With his name changed and giving a glowing reference for the brand as a happy and satisfied customer, along with why you should take advantage of their services with this life changing opportunity. I did not know what made me chuckle more, the designers lack of oversight or my random knowledge of Antipodean politics!

A couple of weeks back, when checking my Skype over breakfast and I had a message from a friend saying he did not know I was involved in an ICO. I am not the greatest morning person, so when processing the information, I was a touched confused.

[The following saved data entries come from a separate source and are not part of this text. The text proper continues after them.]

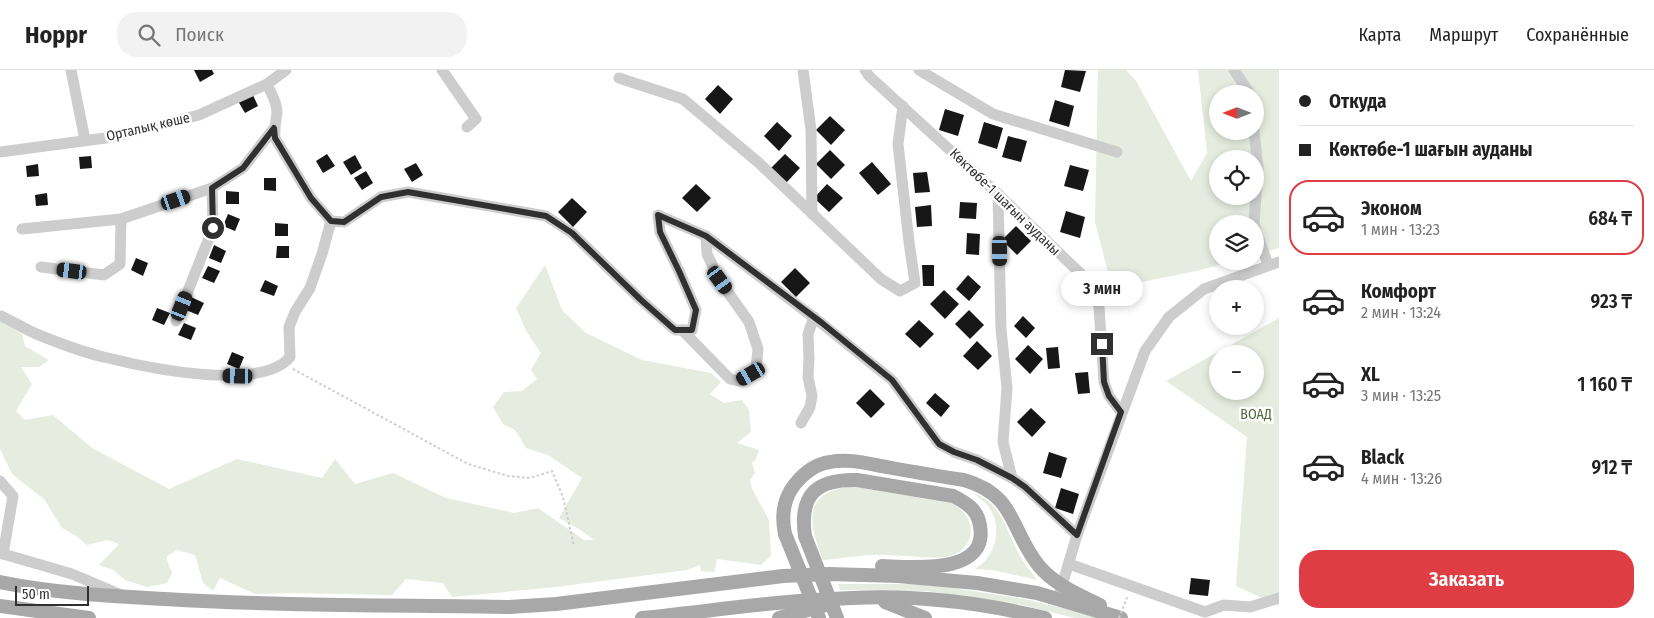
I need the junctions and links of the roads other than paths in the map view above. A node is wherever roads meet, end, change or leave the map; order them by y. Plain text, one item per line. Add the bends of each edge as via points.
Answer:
1 (72, 70) edge
2 (286, 70) edge
3 (442, 70) edge
4 (803, 70) edge
5 (865, 70) edge
6 (919, 70) edge
7 (1234, 70) edge
8 (619, 78) dead end
9 (267, 84) junction
10 (1244, 85) edge
11 (903, 106) junction
12 (467, 126) dead end
13 (274, 128) junction
14 (85, 140) junction
15 (1255, 140) edge
16 (0, 152) edge
17 (1117, 152) dead end
18 (212, 188) junction
19 (998, 194) junction
20 (812, 214) junction
21 (1256, 215) edge
22 (121, 219) junction
23 (331, 221) junction
24 (22, 229) dead end
25 (706, 236) junction
26 (1264, 244) edge
27 (1273, 263) edge
28 (41, 267) dead end
29 (1, 316) dead end
30 (814, 317) junction
31 (176, 321) dead end
32 (682, 330) junction
33 (1121, 412) junction
34 (801, 423) dead end
35 (1012, 478) junction
36 (0, 481) edge
37 (1077, 535) junction
38 (1, 553) edge
39 (1069, 564) junction
40 (829, 574) junction
41 (0, 582) edge
42 (1060, 593) junction
43 (125, 596) junction
44 (853, 598) junction
45 (870, 598) junction
46 (1279, 598) edge
47 (0, 606) edge
48 (89, 618) edge
49 (642, 618) edge
50 (779, 618) edge
51 (819, 618) edge
52 (837, 618) edge
53 (925, 618) edge
54 (1045, 618) edge
55 (1120, 618) edge
56 (1128, 618) edge

1 - 14 street
2 - 9 street, Орталық көше
3 - 12 street via 476,119
4 - 20 street via 811,130
5 - 11 street, Көктөбе-1 шағын ауданы
6 - 17 street via 993,114
7 - 10 street
8 - 20 street via 683,99 759,163
9 - 13 street via 276,104
9 - 14 street, Орталық көше via 199,115 113,137
11 - 19 street, Көктөбе-1 шағын ауданы
11 - 20 street via 898,144 915,283 900,292 881,279
13 - 18 street via 243,168
13 - 23 street via 275,138 311,198
14 - 16 street, Орталық көше
15 - 21 street via 1258,168
18 - 22 street
18 - 31 street via 213,228
19 - 33 street, Көктөбе-1 шағын ауданы via 1083,276 1094,292 1099,307 1104,382 1109,396
19 - 35 street via 1007,388 1003,442
22 - 24 street
22 - 28 street via 120,264 104,275
23 - 29 street via 310,288 289,327 290,357 270,371 238,376 162,369 98,355 38,334
23 - 32 street via 344,222 381,197 408,192 546,216 572,233 675,330
25 - 30 street
25 - 32 street via 658,215 660,232 696,310 692,330
25 - 32 street via 707,254 720,280 750,322 758,349 756,369 739,382 730,379
26 - 27 street
27 - 33 street via 1204,289 1169,317 1145,351
30 - 34 street via 808,334 808,376 812,396
30 - 35 street via 892,380 939,444
33 - 37 street
35 - 37 street
36 - 38 street via 12,496
37 - 39 street
38 - 43 street via 72,574
39 - 42 street
39 - 46 street via 1206,612 1224,605 1250,607
40 - 42 main road via 898,576
40 - 43 main road via 782,576 509,607 227,602
40 - 52 main road, bridge via 849,569 934,566 965,560 979,543 979,519 974,510 954,496 858,480 842,480 821,486 806,503 803,513 805,536
41 - 43 main road
42 - 51 main road, bridge via 1029,551 1011,513 982,487 964,480 860,462 831,462 803,474 785,499 783,517 786,534
42 - 55 main road
42 - 56 main road
44 - 45 main road
44 - 49 main road
44 - 50 main road
45 - 53 main road
45 - 54 main road via 974,605
47 - 48 main road

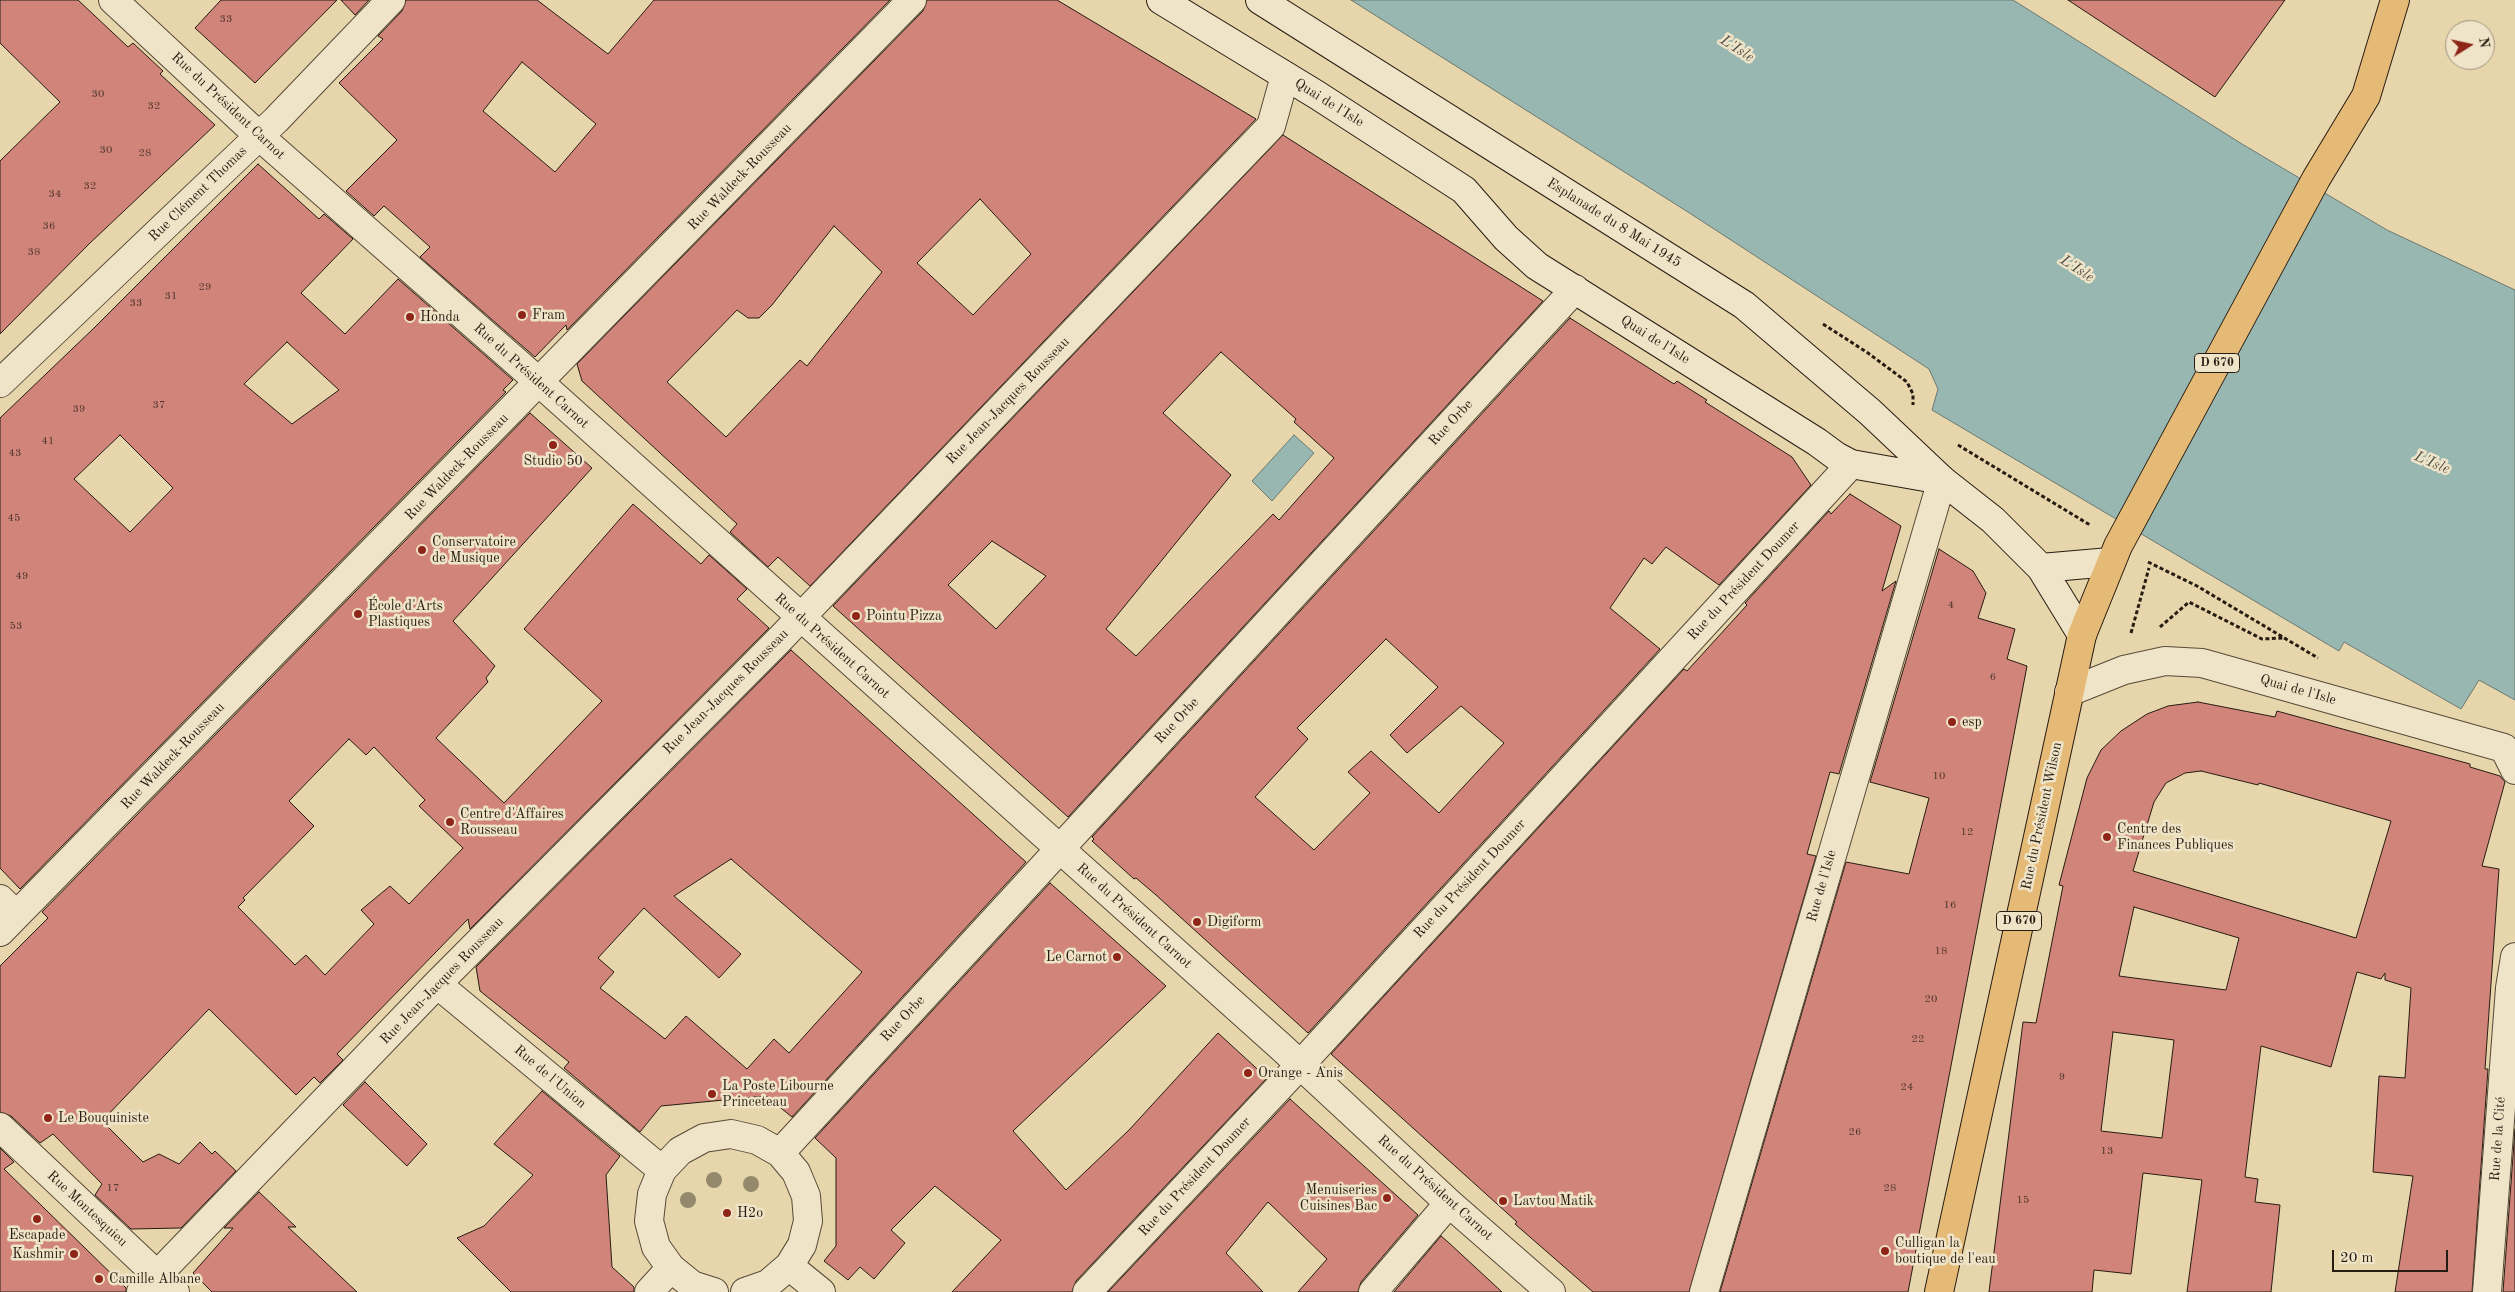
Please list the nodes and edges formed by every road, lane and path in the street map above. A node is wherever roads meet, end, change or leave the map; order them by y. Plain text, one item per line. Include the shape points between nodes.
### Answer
1 (113, 0) edge
2 (391, 0) edge
3 (912, 0) edge
4 (1161, 0) edge
5 (1260, 0) edge
6 (2395, 0) edge
7 (1285, 76) junction
8 (259, 136) junction
9 (1575, 289) junction
10 (539, 382) junction
11 (0, 383) edge
12 (1851, 464) junction
13 (1942, 480) junction
14 (2114, 554) junction
15 (2041, 568) junction
16 (800, 617) junction
17 (2137, 633) dead end
18 (2153, 633) dead end
19 (2082, 635) junction
20 (2069, 692) junction
21 (2515, 770) edge
22 (1060, 849) junction
23 (5, 915) edge
24 (2515, 957) edge
25 (437, 984) junction
26 (1301, 1064) junction
27 (0, 1127) edge
28 (1969, 1149) junction
29 (780, 1154) junction
30 (662, 1170) junction
31 (1449, 1203) junction
32 (789, 1266) junction
33 (671, 1268) junction
34 (158, 1286) edge
35 (649, 1292) edge
36 (714, 1292) edge
37 (745, 1292) edge
38 (821, 1292) edge
39 (1086, 1292) edge
40 (1373, 1292) edge
41 (1551, 1292) edge
42 (1704, 1292) edge
43 (1939, 1292) edge
44 (1956, 1292) edge
45 (2487, 1292) edge

1 - 8 street, Rue du Président Carnot
2 - 8 street, Rue Clément Thomas
3 - 10 street, Rue Waldeck-Rousseau
4 - 7 street, Quai de l'Isle
5 - 13 street, Esplanade du 8 Mai 1945 via 1744,305 1870,412
6 - 14 main road, D 670 via 2366,96 2316,179
7 - 9 street, Quai de l'Isle via 1464,190 1523,255
7 - 16 street, Rue Jean-Jacques Rousseau via 1270,126
8 - 10 street, Rue du Président Carnot
8 - 11 street, Rue Clément Thomas
9 - 12 street, Quai de l'Isle
9 - 22 street, Rue Orbe
10 - 16 street, Rue du Président Carnot
10 - 23 street, Rue Waldeck-Rousseau
12 - 13 street, Quai de l'Isle
12 - 26 street, Rue du Président Doumer
13 - 15 street, Quai de l'Isle via 1993,520
13 - 42 street, Rue de l'Isle
14 - 15 street
14 - 19 main road, Rue du Président Wilson / D 670
15 - 19 street, Quai de l'Isle
16 - 22 street, Rue du Président Carnot
16 - 25 street, Rue Jean-Jacques Rousseau
17 - 18 path via 2130,633 2150,563 2197,586 2283,638 2262,638 2189,602
19 - 20 main road, Rue du Président Wilson / D 670
20 - 21 street, Quai de l'Isle via 2124,670 2157,662 2202,663 2504,748
20 - 28 main road, Rue du Président Wilson / D 670
22 - 26 street, Rue du Président Carnot
22 - 29 street, Rue Orbe
24 - 45 street, Rue de la Cité
25 - 30 street, Rue de l'Union
25 - 34 street, Rue Jean-Jacques Rousseau
26 - 31 street, Rue du Président Carnot
26 - 39 street, Rue du Président Doumer
27 - 34 street, Rue Montesquieu
28 - 43 main road, Rue du Président Wilson / D 670
28 - 44 main road, Rue du Président Wilson / D 670
29 - 30 street via 757,1140 730,1134 704,1138 680,1150
29 - 32 street via 796,1172 806,1196 808,1220 802,1245
30 - 33 street via 652,1194 649,1221 656,1247
31 - 40 street
31 - 41 street, Rue du Président Carnot
32 - 37 street via 768,1284
32 - 38 street
33 - 35 street
33 - 36 street via 692,1285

He then went on to show me the site, my image, name and former role being used as an advisor to this scheme. Just to get it out there, I am not involved in this project of which I have no idea if it is straight or not. However, trawling the website and the lack of response to my lawyer, I guess that it might not be the smartest thing to place your hard earned money into.

I think that the real thing that crushed me was not that my reputation was being trashed by being associated with this (I can do a great job of doing that myself!) it was that the picture they used. I can only describe the image as someone who had claimed diplomatic immunity at the all-day buffet!

This intrepid band of photo shoppers had morphed my body into the size of a large detached house, to which I could only laugh at when I saw it (inside I was crying). Moreover, after spending the past 6 months working off a large amount of stomach fudge, my ego was crushed. I am not sure if I can sue on the grounds of having my ego destroyed by unscrupulous photoshop methods, but I will certainly take a legal opinion on it!

Unauthorized use of Paul Orford’s picture and profile is very alarming as fraudsters attempt to generate credibility

It got me thinking about how can we stay on top of all this. If an early middle-aged pink faced English man can become the poster boy for an ICO, how can those of us who are more blessed professionally, reputationally and physically be sure that we are not the (un)official figure head of the next online scam.

In matters like this, I thought it was best to discuss with Charlotte Day, Creative Director at leading ICO content marketing agency Contentworks. I was intrigued about how can we protect our reputation and image from being used without permission.

“Online identity theft is a big issue and a real threat right now. A high profile example would be that of Hollywood actor Ryan Gosling, whose face and name were used in the fake Miroskii ICO.

Whilst seemingly amusing, many investors fell for the scam. If you’re a name in the industry then you need to protect your credibility and reputation. You should run regular Google searches on your name and company.

Sign up for Google alerts or meltwater if you’re subscribed. Run hashtag searches for your name and pay attention to any unusual account activity. Should you encounter a scam using your identity, you should contact the company immediately to remove it. If they refuse to do so, then it is a matter which can be escalated through legal channels, something a scam ICO will not want.

So based upon this tale of wrongful photoshopped gluttony and identity fraud, always get someone to do an audit on your online presence. It does not take that long to do, as unbeknownst to yourself you may be the unofficial spokesperson from everything from baked beans to a scam ICO.

The subject matter and the content of this article are solely the views of the author. FinanceFeeds does not bear any legal responsibility for the content of this article and they do not reflect the viewpoint of FinanceFeeds or its editorial staff.